The department disclosed some records but withheld others, including the document described by the sender as containing instructions for implementing the executive orders, claiming they were exempt from disclosure under a provision of the law that shields “[w]orking papers and correspondence of the Office of the Governor.” Paviour challenged the Department of Education’s argument for shielding some of the records, but government officials stood by their decision to keep the documents secret.
VPM News and Paviour then sued the department, with legal support from Reporters Committee attorneys. In the lawsuit, Reporters Committee attorneys claim that the Department of Education is unlawfully withholding the requested records. They argue that the “working papers” exemption cited by the department does not apply to records that have been shared outside of the governor’s office. Nor does it apply to documents that were created by government officials after an executive decision has been made.

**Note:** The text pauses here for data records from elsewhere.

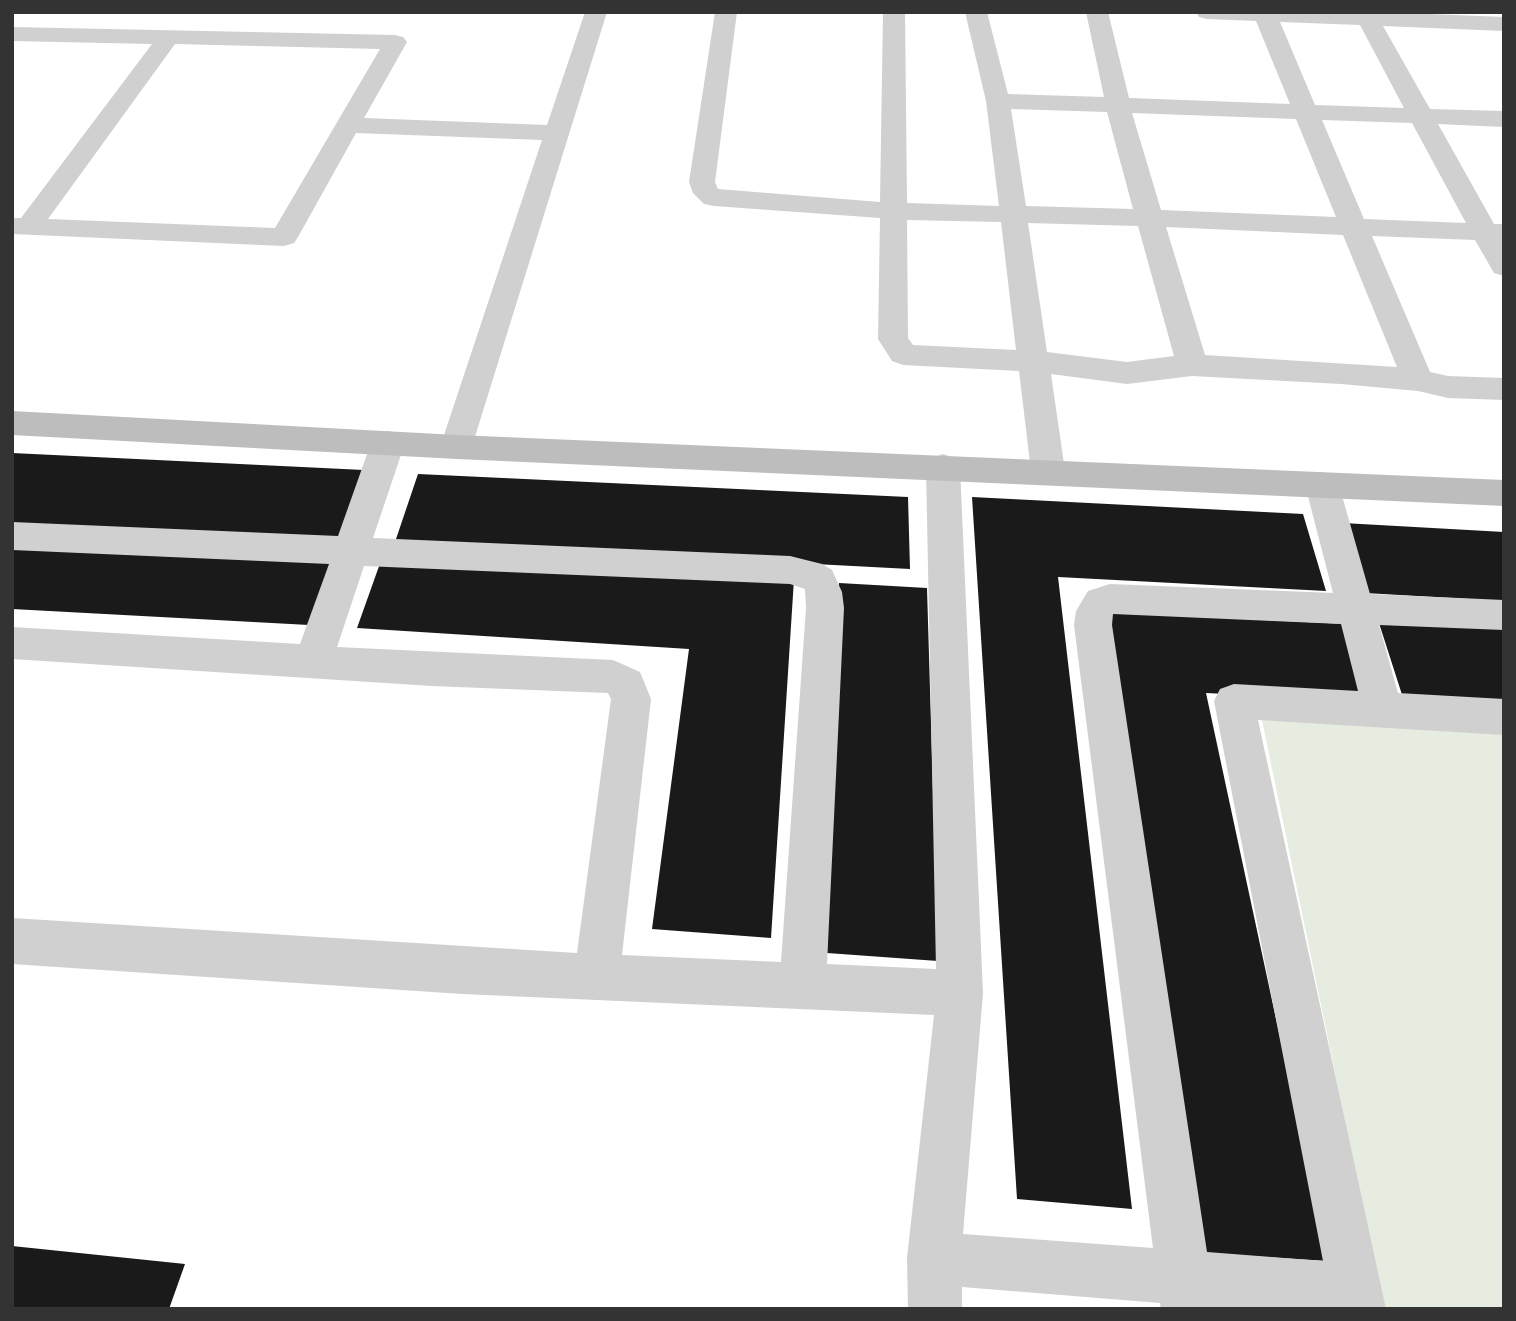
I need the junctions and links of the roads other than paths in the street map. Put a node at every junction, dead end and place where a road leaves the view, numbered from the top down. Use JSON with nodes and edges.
{"nodes":[{"id":1,"x":58,"y":12,"type":"edge"},
{"id":2,"x":596,"y":12,"type":"edge"},
{"id":3,"x":726,"y":12,"type":"edge"},
{"id":4,"x":894,"y":12,"type":"edge"},
{"id":5,"x":976,"y":12,"type":"edge"},
{"id":6,"x":1097,"y":12,"type":"edge"},
{"id":7,"x":1207,"y":12,"type":"edge"},
{"id":8,"x":1265,"y":14,"type":"junction"},
{"id":9,"x":1366,"y":15,"type":"edge"},
{"id":10,"x":1498,"y":23,"type":"edge"},
{"id":11,"x":12,"y":34,"type":"edge"},
{"id":12,"x":40,"y":35,"type":"junction"},
{"id":13,"x":168,"y":38,"type":"junction"},
{"id":14,"x":1504,"y":45,"type":"edge"},
{"id":15,"x":999,"y":101,"type":"junction"},
{"id":16,"x":1118,"y":104,"type":"junction"},
{"id":17,"x":1307,"y":112,"type":"junction"},
{"id":18,"x":1422,"y":117,"type":"junction"},
{"id":19,"x":1504,"y":119,"type":"edge"},
{"id":20,"x":348,"y":125,"type":"junction"},
{"id":21,"x":558,"y":133,"type":"junction"},
{"id":22,"x":893,"y":211,"type":"junction"},
{"id":23,"x":1013,"y":214,"type":"junction"},
{"id":24,"x":1150,"y":218,"type":"junction"},
{"id":25,"x":20,"y":226,"type":"edge"},
{"id":26,"x":1356,"y":227,"type":"junction"},
{"id":27,"x":1494,"y":233,"type":"edge"},
{"id":28,"x":1504,"y":267,"type":"edge"},
{"id":29,"x":1033,"y":360,"type":"junction"},
{"id":30,"x":1192,"y":365,"type":"junction"},
{"id":31,"x":1418,"y":380,"type":"junction"},
{"id":32,"x":1504,"y":389,"type":"edge"},
{"id":33,"x":12,"y":423,"type":"edge"},
{"id":34,"x":388,"y":443,"type":"junction"},
{"id":35,"x":457,"y":447,"type":"junction"},
{"id":36,"x":943,"y":467,"type":"junction"},
{"id":37,"x":1048,"y":471,"type":"junction"},
{"id":38,"x":1322,"y":485,"type":"junction"},
{"id":39,"x":1504,"y":493,"type":"edge"},
{"id":40,"x":12,"y":537,"type":"edge"},
{"id":41,"x":350,"y":553,"type":"junction"},
{"id":42,"x":1356,"y":608,"type":"junction"},
{"id":43,"x":1504,"y":615,"type":"edge"},
{"id":44,"x":13,"y":644,"type":"edge"},
{"id":45,"x":313,"y":662,"type":"junction"},
{"id":46,"x":1383,"y":710,"type":"junction"},
{"id":47,"x":1504,"y":717,"type":"edge"},
{"id":48,"x":12,"y":941,"type":"edge"},
{"id":49,"x":597,"y":976,"type":"junction"},
{"id":50,"x":803,"y":985,"type":"junction"},
{"id":51,"x":960,"y":993,"type":"junction"},
{"id":52,"x":934,"y":1283,"type":"edge"},
{"id":53,"x":1186,"y":1294,"type":"edge"},
{"id":54,"x":1357,"y":1300,"type":"edge"}],
"edges":[{"from":1,"to":12,"type":"street"},
{"from":2,"to":21,"type":"street"},
{"from":3,"to":22,"type":"street"},
{"from":4,"to":22,"type":"street"},
{"from":5,"to":15,"type":"street"},
{"from":6,"to":16,"type":"street"},
{"from":7,"to":8,"type":"street"},
{"from":8,"to":9,"type":"street"},
{"from":8,"to":17,"type":"street"},
{"from":9,"to":10,"type":"street"},
{"from":9,"to":18,"type":"street"},
{"from":10,"to":14,"type":"street"},
{"from":11,"to":12,"type":"street"},
{"from":12,"to":13,"type":"street"},
{"from":13,"to":20,"type":"street"},
{"from":13,"to":25,"type":"street"},
{"from":15,"to":16,"type":"street"},
{"from":15,"to":23,"type":"street"},
{"from":16,"to":17,"type":"street"},
{"from":16,"to":24,"type":"street"},
{"from":17,"to":18,"type":"street"},
{"from":17,"to":26,"type":"street"},
{"from":18,"to":19,"type":"street"},
{"from":18,"to":27,"type":"street"},
{"from":20,"to":21,"type":"street"},
{"from":20,"to":25,"type":"street"},
{"from":21,"to":35,"type":"street"},
{"from":22,"to":23,"type":"street"},
{"from":22,"to":29,"type":"street"},
{"from":23,"to":24,"type":"street"},
{"from":23,"to":29,"type":"street"},
{"from":24,"to":26,"type":"street"},
{"from":24,"to":30,"type":"street"},
{"from":26,"to":27,"type":"street"},
{"from":26,"to":31,"type":"street"},
{"from":27,"to":28,"type":"street"},
{"from":29,"to":30,"type":"street"},
{"from":29,"to":37,"type":"street"},
{"from":30,"to":31,"type":"street"},
{"from":31,"to":32,"type":"street"},
{"from":33,"to":34,"type":"street"},
{"from":34,"to":35,"type":"street"},
{"from":34,"to":41,"type":"street"},
{"from":35,"to":36,"type":"street"},
{"from":36,"to":37,"type":"street"},
{"from":36,"to":51,"type":"street"},
{"from":37,"to":38,"type":"street"},
{"from":38,"to":39,"type":"street"},
{"from":38,"to":42,"type":"street"},
{"from":40,"to":41,"type":"street"},
{"from":41,"to":45,"type":"street"},
{"from":41,"to":50,"type":"street"},
{"from":42,"to":43,"type":"street"},
{"from":42,"to":46,"type":"street"},
{"from":42,"to":53,"type":"street"},
{"from":44,"to":45,"type":"street"},
{"from":45,"to":49,"type":"street"},
{"from":46,"to":47,"type":"street"},
{"from":46,"to":54,"type":"street"},
{"from":48,"to":49,"type":"street"},
{"from":49,"to":50,"type":"street"},
{"from":50,"to":51,"type":"street"},
{"from":51,"to":52,"type":"street"},
{"from":52,"to":53,"type":"street"},
{"from":53,"to":54,"type":"street"}]}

In this case, Reporters Committee attorneys argue, the memorandum was shared with officials at a state agency. And it almost certainly included instructions for carrying out an already-issued executive order from the governor’s office.
“When the Governor’s Office issues written instructions to an agency requiring it to take actions that will affect all students in Pre-K–12 public schools in the Commonwealth, those instructions are the public’s business, and the agency that receives them cannot plausibly — let alone lawfully — claim that those instructions must remain secret as ‘working papers’ of the Governor’s Office,” Reporters Committee attorneys wrote in a brief in support of the lawsuit. “Yet that is precisely what occurred here.”
The lawsuit asks the Circuit Court for the City of Richmond to order the Department of Education to immediately produce the contested record for the court to review privately and then order the government to either disclose the document in full or provide an explanation for why any portion of the record should be withheld under an applicable exemption to the state’s public records law.